• **Exercise requirements**
Only a number is wanted here: how many lines in the records below contain the string "edges".

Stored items
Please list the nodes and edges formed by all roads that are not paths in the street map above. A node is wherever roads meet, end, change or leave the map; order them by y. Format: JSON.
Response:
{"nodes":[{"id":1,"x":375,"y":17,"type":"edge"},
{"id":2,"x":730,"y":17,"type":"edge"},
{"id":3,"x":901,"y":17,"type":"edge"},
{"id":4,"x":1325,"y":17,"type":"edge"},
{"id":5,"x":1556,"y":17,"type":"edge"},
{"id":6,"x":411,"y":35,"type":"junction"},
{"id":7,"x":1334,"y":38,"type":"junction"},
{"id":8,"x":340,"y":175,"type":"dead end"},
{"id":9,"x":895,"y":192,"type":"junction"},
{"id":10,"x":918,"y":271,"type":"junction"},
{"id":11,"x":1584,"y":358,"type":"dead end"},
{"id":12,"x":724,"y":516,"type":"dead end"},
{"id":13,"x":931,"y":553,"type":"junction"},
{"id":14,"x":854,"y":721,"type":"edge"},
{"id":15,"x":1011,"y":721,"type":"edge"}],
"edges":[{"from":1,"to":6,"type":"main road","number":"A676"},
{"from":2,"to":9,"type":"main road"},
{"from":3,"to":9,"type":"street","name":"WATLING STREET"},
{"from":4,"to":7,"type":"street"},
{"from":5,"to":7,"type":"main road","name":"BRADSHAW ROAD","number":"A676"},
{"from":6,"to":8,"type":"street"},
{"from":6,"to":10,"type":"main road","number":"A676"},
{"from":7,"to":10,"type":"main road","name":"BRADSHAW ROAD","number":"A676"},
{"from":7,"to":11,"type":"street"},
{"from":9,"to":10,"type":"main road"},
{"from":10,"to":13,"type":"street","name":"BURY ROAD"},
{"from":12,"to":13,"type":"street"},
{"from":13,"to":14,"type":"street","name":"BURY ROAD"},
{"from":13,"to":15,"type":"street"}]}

• **Answer**
2